Au Bénin, l’intelligence artificielle entre désormais dans les écoles primaires. Le gouvernement a lancé une vaste formation destinée à préparer les enseignants à ces nouveaux outils.
Cette initiative fait du Bénin un pionnier dans la sous région ouest africaine, où l’intégration de l’intelligence artificielle dès le primaire reste encore rare.
Une tournée ministérielle dans tout le pays
Le ministre béninois des Enseignements maternel et primaire, Armand Kuyema Natta, a multiplié les déplacements ces dernières semaines pour porter ce projet sur le terrain.
Début août, il s’est rendu dans les départements du Zou et des Collines. Il a été accueilli à Dassa Zoumé par le préfet Saliou Odoubou, puis à Abomey par le préfet Laurent Zomaï. Dans ces deux villes, enseignants, directeurs d’école, chefs de circonscriptions scolaires et conseillers pédagogiques se sont mobilisés pour échanger avec le ministre.
Lors de cette tournée, Armand Kuyema Natta a présenté l’objectif de sa démarche. Il souhaite renforcer les acquis du système éducatif tout en plaçant l’intelligence artificielle au cœur de sa transformation. Son collègue, le ministre conseiller Paulin Gbenou, a de son côté insisté sur l’urgence d’innover grâce à l’intelligence artificielle pour moderniser le travail des enseignants.
Une université de vacances consacrée à l’IA
Le 25 août, le ministre a franchi une nouvelle étape en lançant l’université de vacances 2026 à Natitingou. Cette session s’est tenue au Lycée militaire des jeunes filles Général Mathieu Kérékou.
Lire aussi : le benin decide de commencer par produire du petrole brut
Des professionnels venus des douze départements du pays ont participé à ces ateliers numériques. Le thème choisi pour cette édition donne le ton de la réflexion menée par les autorités éducatives. Il porte sur l’enseignant augmenté par l’intelligence artificielle, vers un nouveau paradigme de facilitation pédagogique.
Concrètement, ces sessions techniques visent à former les cadres pédagogiques à l’usage des algorithmes génératifs et des outils d’apprentissage automatisés. Le but est d’ancrer ces nouvelles pratiques directement dans les salles de classe du premier degré.

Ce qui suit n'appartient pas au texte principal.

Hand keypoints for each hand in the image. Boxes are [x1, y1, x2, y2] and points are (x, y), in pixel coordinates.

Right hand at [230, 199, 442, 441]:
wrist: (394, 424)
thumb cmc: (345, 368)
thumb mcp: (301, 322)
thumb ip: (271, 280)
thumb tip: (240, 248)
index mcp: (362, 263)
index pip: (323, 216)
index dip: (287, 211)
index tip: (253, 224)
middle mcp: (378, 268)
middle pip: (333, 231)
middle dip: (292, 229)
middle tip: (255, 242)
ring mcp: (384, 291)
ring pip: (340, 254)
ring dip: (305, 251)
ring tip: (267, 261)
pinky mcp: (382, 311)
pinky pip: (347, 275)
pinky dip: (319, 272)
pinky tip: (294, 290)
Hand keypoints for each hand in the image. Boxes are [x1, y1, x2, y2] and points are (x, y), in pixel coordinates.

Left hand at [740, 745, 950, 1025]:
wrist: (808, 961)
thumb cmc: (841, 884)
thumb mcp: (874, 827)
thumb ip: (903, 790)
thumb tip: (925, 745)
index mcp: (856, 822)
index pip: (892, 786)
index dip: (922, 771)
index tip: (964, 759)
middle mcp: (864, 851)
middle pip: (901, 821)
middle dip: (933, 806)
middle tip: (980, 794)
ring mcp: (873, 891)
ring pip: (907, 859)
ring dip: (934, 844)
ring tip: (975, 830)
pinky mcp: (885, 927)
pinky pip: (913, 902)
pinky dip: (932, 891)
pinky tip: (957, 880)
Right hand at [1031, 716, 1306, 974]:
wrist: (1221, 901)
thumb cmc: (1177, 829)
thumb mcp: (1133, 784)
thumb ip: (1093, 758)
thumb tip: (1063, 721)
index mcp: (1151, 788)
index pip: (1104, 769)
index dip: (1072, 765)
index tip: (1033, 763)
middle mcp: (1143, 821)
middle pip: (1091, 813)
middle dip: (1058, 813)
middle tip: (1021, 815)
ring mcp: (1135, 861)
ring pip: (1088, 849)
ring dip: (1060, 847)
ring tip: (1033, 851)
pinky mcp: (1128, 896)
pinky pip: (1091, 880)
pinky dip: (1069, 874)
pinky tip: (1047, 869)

Les discussions menées à Natitingou ne se limitent pas aux avantages de ces technologies. Elles abordent aussi les usages, les risques et les limites de l’intelligence artificielle appliquée à la pédagogie, ainsi que les conditions nécessaires pour une appropriation pertinente de ces outils par les enseignants.

Un mouvement plus large porté par la jeunesse
Cette dynamique gouvernementale s’appuie sur un terreau déjà fertile au Bénin. Depuis plusieurs années, l’École d’Été sur l’Intelligence Artificielle, organisée à Godomey par la Fondation Vallet et l’ONG Bénin Excellence, forme des centaines de jeunes venus de tout le continent.
Cette école, considérée comme le plus grand rendez-vous pédagogique d’Afrique de l’Ouest sur l’intelligence artificielle, a par exemple permis de former une trentaine d’enseignants dans le cadre d’un projet d’appui à la promotion de l’intelligence artificielle en milieu scolaire.
Le Bénin s’inscrit ainsi dans une tendance déjà amorcée par d’autres pays de la région, comme le Sénégal ou la Côte d’Ivoire, qui ont commencé à intégrer le numérique dans leurs écoles primaires depuis plusieurs années. Mais en poussant cette intégration jusqu’à l’intelligence artificielle dès le primaire, le pays se positionne comme précurseur sur le continent.
Pour les autorités béninoises, l’enjeu dépasse la simple modernisation des salles de classe. Il s’agit de préparer, dès le plus jeune âge, une génération capable de comprendre et de maîtriser les outils numériques qui façonnent déjà le monde du travail de demain.